[What this task involves] Filter the entries, keeping every line with the string "South".

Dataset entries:
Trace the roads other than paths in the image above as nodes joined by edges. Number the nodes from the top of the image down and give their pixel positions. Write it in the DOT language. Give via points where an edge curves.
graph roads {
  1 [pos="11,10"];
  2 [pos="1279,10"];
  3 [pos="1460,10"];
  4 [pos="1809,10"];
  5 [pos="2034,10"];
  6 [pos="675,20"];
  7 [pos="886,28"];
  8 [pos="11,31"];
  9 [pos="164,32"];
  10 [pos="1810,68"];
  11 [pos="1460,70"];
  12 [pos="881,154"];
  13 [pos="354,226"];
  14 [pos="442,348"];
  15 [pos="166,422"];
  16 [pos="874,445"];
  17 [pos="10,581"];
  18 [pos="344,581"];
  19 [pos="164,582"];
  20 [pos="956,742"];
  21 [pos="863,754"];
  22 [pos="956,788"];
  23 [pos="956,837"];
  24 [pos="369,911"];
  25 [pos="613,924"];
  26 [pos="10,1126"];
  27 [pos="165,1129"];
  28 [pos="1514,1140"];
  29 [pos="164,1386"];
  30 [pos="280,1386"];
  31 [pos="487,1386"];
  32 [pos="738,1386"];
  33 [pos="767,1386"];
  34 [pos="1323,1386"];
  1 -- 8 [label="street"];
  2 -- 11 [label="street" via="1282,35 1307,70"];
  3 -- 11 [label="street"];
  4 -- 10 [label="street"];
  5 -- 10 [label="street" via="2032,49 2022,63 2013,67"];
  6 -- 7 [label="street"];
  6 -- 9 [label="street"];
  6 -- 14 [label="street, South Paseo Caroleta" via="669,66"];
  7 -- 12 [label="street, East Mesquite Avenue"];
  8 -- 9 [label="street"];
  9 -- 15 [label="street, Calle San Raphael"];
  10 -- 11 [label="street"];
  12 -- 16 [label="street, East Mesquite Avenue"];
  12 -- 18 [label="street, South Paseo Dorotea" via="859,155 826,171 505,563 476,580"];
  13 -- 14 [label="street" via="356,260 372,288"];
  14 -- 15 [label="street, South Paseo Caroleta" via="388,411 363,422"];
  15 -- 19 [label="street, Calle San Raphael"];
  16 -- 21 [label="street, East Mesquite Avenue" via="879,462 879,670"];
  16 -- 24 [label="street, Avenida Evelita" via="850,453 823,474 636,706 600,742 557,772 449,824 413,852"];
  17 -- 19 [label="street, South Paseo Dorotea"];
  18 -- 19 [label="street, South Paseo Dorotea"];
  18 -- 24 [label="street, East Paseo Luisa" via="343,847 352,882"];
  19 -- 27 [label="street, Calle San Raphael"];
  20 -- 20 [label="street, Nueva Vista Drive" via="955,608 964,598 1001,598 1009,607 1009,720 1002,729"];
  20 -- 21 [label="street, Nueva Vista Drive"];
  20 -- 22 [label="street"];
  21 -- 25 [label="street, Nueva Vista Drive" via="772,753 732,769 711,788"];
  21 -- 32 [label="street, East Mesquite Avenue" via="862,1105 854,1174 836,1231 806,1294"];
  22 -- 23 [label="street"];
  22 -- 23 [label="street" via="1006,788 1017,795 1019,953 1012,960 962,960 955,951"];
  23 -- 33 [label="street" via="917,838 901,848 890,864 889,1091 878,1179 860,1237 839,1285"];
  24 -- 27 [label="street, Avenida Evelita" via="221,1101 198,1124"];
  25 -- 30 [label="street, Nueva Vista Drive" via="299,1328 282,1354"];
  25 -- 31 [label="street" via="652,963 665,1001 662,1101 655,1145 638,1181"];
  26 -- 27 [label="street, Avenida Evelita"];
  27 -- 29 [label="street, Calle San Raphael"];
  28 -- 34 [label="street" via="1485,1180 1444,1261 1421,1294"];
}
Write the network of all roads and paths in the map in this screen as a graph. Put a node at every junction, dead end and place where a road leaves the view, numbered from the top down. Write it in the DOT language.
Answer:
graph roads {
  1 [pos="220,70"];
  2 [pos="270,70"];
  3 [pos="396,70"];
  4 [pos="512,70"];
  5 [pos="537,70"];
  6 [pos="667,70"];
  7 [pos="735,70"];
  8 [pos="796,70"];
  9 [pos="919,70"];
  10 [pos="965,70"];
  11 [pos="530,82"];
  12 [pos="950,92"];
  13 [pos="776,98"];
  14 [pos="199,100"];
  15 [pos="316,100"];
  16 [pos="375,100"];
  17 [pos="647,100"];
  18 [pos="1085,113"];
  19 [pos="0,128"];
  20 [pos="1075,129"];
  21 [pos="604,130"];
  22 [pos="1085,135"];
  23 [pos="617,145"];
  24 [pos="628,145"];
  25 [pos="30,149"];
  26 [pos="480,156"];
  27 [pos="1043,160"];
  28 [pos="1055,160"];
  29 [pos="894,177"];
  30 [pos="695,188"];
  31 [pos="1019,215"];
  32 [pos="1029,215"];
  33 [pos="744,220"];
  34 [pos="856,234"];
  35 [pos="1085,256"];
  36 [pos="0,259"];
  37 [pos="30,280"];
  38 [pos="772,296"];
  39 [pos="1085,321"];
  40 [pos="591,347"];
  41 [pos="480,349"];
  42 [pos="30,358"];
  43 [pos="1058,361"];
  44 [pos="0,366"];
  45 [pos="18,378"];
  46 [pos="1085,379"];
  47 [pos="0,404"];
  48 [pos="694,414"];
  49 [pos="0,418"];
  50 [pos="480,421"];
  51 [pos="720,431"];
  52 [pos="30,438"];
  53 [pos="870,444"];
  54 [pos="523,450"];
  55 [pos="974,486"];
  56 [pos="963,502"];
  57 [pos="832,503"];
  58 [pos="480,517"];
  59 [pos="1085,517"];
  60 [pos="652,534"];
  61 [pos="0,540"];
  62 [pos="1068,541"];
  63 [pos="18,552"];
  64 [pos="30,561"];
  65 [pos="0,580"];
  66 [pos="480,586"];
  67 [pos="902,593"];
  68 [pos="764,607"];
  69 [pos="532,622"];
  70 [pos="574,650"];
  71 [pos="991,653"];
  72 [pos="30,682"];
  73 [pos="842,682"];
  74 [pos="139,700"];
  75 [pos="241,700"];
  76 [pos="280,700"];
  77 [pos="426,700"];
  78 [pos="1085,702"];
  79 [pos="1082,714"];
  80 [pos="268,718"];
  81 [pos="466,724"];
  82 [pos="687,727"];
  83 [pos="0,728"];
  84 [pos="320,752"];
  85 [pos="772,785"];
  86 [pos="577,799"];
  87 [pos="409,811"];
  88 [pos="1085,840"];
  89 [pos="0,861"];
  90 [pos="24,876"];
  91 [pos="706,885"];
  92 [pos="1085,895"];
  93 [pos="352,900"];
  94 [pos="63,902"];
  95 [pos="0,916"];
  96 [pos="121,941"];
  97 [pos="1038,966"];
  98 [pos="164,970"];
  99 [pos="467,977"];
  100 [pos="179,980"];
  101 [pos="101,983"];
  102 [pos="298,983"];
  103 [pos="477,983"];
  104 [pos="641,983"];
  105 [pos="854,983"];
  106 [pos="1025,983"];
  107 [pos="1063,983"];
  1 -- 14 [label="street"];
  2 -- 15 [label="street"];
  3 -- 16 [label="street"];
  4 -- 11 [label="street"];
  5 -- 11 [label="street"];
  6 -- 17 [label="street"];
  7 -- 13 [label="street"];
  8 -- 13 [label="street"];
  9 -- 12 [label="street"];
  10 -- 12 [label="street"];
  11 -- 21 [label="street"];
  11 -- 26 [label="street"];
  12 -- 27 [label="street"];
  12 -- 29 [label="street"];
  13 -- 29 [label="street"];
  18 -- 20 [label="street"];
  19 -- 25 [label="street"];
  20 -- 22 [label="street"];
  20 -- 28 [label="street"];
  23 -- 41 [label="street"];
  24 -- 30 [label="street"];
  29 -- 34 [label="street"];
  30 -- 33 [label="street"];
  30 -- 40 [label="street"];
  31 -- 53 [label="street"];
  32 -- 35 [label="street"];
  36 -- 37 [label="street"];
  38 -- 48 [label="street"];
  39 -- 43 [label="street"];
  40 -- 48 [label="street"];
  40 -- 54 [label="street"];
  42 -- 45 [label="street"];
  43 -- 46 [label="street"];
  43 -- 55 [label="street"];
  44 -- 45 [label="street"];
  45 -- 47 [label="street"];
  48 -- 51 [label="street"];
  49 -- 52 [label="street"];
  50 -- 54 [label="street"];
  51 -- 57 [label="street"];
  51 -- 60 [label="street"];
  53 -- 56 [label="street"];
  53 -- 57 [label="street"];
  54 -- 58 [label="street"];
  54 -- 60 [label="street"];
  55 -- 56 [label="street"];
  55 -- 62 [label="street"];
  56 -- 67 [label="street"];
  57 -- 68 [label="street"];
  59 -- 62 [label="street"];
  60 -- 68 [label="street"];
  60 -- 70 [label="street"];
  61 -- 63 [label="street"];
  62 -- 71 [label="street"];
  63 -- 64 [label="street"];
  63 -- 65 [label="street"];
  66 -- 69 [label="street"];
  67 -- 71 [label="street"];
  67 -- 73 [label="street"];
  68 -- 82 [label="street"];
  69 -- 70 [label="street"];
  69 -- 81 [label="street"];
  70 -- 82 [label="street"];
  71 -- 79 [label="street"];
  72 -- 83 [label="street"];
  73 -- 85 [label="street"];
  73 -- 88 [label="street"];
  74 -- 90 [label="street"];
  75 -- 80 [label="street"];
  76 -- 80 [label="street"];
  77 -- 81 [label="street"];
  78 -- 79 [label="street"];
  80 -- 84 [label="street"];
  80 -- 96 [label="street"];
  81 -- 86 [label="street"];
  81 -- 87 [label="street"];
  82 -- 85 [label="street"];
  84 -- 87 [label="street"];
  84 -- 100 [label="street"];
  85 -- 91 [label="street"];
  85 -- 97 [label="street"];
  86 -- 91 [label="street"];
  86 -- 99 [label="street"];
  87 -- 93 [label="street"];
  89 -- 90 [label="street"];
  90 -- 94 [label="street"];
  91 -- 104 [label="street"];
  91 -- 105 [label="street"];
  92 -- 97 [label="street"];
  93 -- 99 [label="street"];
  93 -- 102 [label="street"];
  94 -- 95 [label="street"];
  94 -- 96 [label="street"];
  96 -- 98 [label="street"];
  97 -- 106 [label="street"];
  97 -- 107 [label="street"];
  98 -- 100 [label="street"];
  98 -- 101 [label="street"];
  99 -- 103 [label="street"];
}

[Output]
  6 -- 14 [label="street, South Paseo Caroleta" via="669,66"];
  12 -- 18 [label="street, South Paseo Dorotea" via="859,155 826,171 505,563 476,580"];
  14 -- 15 [label="street, South Paseo Caroleta" via="388,411 363,422"];
  17 -- 19 [label="street, South Paseo Dorotea"];
  18 -- 19 [label="street, South Paseo Dorotea"];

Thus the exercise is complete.